Saved entries
----

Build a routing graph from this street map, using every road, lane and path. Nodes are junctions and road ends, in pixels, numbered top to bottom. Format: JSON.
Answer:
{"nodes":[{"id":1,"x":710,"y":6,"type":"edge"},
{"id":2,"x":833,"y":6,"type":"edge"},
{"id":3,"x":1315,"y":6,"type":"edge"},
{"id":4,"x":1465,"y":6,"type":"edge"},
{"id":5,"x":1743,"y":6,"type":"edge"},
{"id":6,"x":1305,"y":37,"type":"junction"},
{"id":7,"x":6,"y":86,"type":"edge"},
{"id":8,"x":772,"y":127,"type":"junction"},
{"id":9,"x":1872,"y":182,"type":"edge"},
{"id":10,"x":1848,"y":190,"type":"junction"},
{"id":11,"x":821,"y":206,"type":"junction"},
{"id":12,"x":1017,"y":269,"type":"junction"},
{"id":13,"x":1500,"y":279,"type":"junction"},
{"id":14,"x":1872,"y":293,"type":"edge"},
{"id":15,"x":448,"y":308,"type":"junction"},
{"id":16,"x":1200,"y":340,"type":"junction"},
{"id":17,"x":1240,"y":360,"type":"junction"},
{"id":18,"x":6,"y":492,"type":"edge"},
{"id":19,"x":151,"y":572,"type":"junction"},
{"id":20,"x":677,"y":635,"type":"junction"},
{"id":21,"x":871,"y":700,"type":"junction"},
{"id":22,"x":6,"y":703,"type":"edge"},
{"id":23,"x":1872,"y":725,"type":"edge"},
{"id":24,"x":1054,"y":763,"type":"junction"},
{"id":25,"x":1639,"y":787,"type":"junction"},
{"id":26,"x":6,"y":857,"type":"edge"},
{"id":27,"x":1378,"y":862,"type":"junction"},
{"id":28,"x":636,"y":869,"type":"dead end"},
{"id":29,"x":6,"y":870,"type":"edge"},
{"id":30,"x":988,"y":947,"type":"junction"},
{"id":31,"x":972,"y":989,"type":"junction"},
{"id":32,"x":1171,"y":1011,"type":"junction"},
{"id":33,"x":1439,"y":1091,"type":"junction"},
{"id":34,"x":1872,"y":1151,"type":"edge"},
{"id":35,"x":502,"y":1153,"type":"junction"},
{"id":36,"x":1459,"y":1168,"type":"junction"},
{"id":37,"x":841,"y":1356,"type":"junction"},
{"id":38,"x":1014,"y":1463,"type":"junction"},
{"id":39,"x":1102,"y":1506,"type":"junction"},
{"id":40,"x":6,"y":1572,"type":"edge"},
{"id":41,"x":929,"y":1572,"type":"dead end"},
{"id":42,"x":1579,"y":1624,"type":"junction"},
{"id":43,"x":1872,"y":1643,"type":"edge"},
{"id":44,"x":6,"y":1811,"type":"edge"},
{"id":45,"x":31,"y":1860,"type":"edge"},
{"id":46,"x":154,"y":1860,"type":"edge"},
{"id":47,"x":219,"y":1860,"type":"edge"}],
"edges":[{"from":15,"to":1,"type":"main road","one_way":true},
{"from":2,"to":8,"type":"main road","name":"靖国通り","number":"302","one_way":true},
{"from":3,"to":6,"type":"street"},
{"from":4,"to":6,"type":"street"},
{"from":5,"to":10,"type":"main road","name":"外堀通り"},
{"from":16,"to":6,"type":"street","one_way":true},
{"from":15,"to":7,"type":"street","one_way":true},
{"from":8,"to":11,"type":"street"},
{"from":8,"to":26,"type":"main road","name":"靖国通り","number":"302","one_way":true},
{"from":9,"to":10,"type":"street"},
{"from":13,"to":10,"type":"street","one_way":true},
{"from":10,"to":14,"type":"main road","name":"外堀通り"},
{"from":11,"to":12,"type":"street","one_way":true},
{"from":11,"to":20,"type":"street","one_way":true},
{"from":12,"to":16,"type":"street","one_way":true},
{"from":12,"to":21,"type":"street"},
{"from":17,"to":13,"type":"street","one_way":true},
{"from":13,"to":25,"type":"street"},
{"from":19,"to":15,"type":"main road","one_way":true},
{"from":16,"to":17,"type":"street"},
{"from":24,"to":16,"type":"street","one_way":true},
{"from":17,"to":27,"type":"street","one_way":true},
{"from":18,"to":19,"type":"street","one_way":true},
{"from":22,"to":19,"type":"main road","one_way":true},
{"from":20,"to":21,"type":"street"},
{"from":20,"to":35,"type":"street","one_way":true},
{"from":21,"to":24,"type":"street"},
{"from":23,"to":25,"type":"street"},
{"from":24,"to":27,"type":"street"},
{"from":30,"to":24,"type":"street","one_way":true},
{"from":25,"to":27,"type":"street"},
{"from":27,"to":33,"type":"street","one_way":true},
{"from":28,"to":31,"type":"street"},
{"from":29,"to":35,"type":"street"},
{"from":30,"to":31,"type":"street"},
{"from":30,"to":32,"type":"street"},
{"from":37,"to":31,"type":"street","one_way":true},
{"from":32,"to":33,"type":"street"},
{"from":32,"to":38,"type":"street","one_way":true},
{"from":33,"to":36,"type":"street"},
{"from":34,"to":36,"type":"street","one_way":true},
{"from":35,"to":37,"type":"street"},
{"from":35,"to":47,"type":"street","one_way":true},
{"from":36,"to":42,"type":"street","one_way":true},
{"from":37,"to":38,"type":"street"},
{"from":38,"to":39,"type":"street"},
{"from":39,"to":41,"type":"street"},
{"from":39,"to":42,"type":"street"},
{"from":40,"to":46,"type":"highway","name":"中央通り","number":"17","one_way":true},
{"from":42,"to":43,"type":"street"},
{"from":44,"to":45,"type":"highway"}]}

----

=== What to do ===
Copy out the full set of entries without altering anything.

=== Solution to this exercise ===
Build a routing graph from this street map, using every road, lane and path. Nodes are junctions and road ends, in pixels, numbered top to bottom. Format: JSON.
Answer:
{"nodes":[{"id":1,"x":710,"y":6,"type":"edge"},
{"id":2,"x":833,"y":6,"type":"edge"},
{"id":3,"x":1315,"y":6,"type":"edge"},
{"id":4,"x":1465,"y":6,"type":"edge"},
{"id":5,"x":1743,"y":6,"type":"edge"},
{"id":6,"x":1305,"y":37,"type":"junction"},
{"id":7,"x":6,"y":86,"type":"edge"},
{"id":8,"x":772,"y":127,"type":"junction"},
{"id":9,"x":1872,"y":182,"type":"edge"},
{"id":10,"x":1848,"y":190,"type":"junction"},
{"id":11,"x":821,"y":206,"type":"junction"},
{"id":12,"x":1017,"y":269,"type":"junction"},
{"id":13,"x":1500,"y":279,"type":"junction"},
{"id":14,"x":1872,"y":293,"type":"edge"},
{"id":15,"x":448,"y":308,"type":"junction"},
{"id":16,"x":1200,"y":340,"type":"junction"},
{"id":17,"x":1240,"y":360,"type":"junction"},
{"id":18,"x":6,"y":492,"type":"edge"},
{"id":19,"x":151,"y":572,"type":"junction"},
{"id":20,"x":677,"y":635,"type":"junction"},
{"id":21,"x":871,"y":700,"type":"junction"},
{"id":22,"x":6,"y":703,"type":"edge"},
{"id":23,"x":1872,"y":725,"type":"edge"},
{"id":24,"x":1054,"y":763,"type":"junction"},
{"id":25,"x":1639,"y":787,"type":"junction"},
{"id":26,"x":6,"y":857,"type":"edge"},
{"id":27,"x":1378,"y":862,"type":"junction"},
{"id":28,"x":636,"y":869,"type":"dead end"},
{"id":29,"x":6,"y":870,"type":"edge"},
{"id":30,"x":988,"y":947,"type":"junction"},
{"id":31,"x":972,"y":989,"type":"junction"},
{"id":32,"x":1171,"y":1011,"type":"junction"},
{"id":33,"x":1439,"y":1091,"type":"junction"},
{"id":34,"x":1872,"y":1151,"type":"edge"},
{"id":35,"x":502,"y":1153,"type":"junction"},
{"id":36,"x":1459,"y":1168,"type":"junction"},
{"id":37,"x":841,"y":1356,"type":"junction"},
{"id":38,"x":1014,"y":1463,"type":"junction"},
{"id":39,"x":1102,"y":1506,"type":"junction"},
{"id":40,"x":6,"y":1572,"type":"edge"},
{"id":41,"x":929,"y":1572,"type":"dead end"},
{"id":42,"x":1579,"y":1624,"type":"junction"},
{"id":43,"x":1872,"y":1643,"type":"edge"},
{"id":44,"x":6,"y":1811,"type":"edge"},
{"id":45,"x":31,"y":1860,"type":"edge"},
{"id":46,"x":154,"y":1860,"type":"edge"},
{"id":47,"x":219,"y":1860,"type":"edge"}],
"edges":[{"from":15,"to":1,"type":"main road","one_way":true},
{"from":2,"to":8,"type":"main road","name":"靖国通り","number":"302","one_way":true},
{"from":3,"to":6,"type":"street"},
{"from":4,"to":6,"type":"street"},
{"from":5,"to":10,"type":"main road","name":"外堀通り"},
{"from":16,"to":6,"type":"street","one_way":true},
{"from":15,"to":7,"type":"street","one_way":true},
{"from":8,"to":11,"type":"street"},
{"from":8,"to":26,"type":"main road","name":"靖国通り","number":"302","one_way":true},
{"from":9,"to":10,"type":"street"},
{"from":13,"to":10,"type":"street","one_way":true},
{"from":10,"to":14,"type":"main road","name":"外堀通り"},
{"from":11,"to":12,"type":"street","one_way":true},
{"from":11,"to":20,"type":"street","one_way":true},
{"from":12,"to":16,"type":"street","one_way":true},
{"from":12,"to":21,"type":"street"},
{"from":17,"to":13,"type":"street","one_way":true},
{"from":13,"to":25,"type":"street"},
{"from":19,"to":15,"type":"main road","one_way":true},
{"from":16,"to":17,"type":"street"},
{"from":24,"to":16,"type":"street","one_way":true},
{"from":17,"to":27,"type":"street","one_way":true},
{"from":18,"to":19,"type":"street","one_way":true},
{"from":22,"to":19,"type":"main road","one_way":true},
{"from":20,"to":21,"type":"street"},
{"from":20,"to":35,"type":"street","one_way":true},
{"from":21,"to":24,"type":"street"},
{"from":23,"to":25,"type":"street"},
{"from":24,"to":27,"type":"street"},
{"from":30,"to":24,"type":"street","one_way":true},
{"from":25,"to":27,"type":"street"},
{"from":27,"to":33,"type":"street","one_way":true},
{"from":28,"to":31,"type":"street"},
{"from":29,"to":35,"type":"street"},
{"from":30,"to":31,"type":"street"},
{"from":30,"to":32,"type":"street"},
{"from":37,"to":31,"type":"street","one_way":true},
{"from":32,"to":33,"type":"street"},
{"from":32,"to":38,"type":"street","one_way":true},
{"from":33,"to":36,"type":"street"},
{"from":34,"to":36,"type":"street","one_way":true},
{"from":35,"to":37,"type":"street"},
{"from":35,"to":47,"type":"street","one_way":true},
{"from":36,"to":42,"type":"street","one_way":true},
{"from":37,"to":38,"type":"street"},
{"from":38,"to":39,"type":"street"},
{"from":39,"to":41,"type":"street"},
{"from":39,"to":42,"type":"street"},
{"from":40,"to":46,"type":"highway","name":"中央通り","number":"17","one_way":true},
{"from":42,"to":43,"type":"street"},
{"from":44,"to":45,"type":"highway"}]}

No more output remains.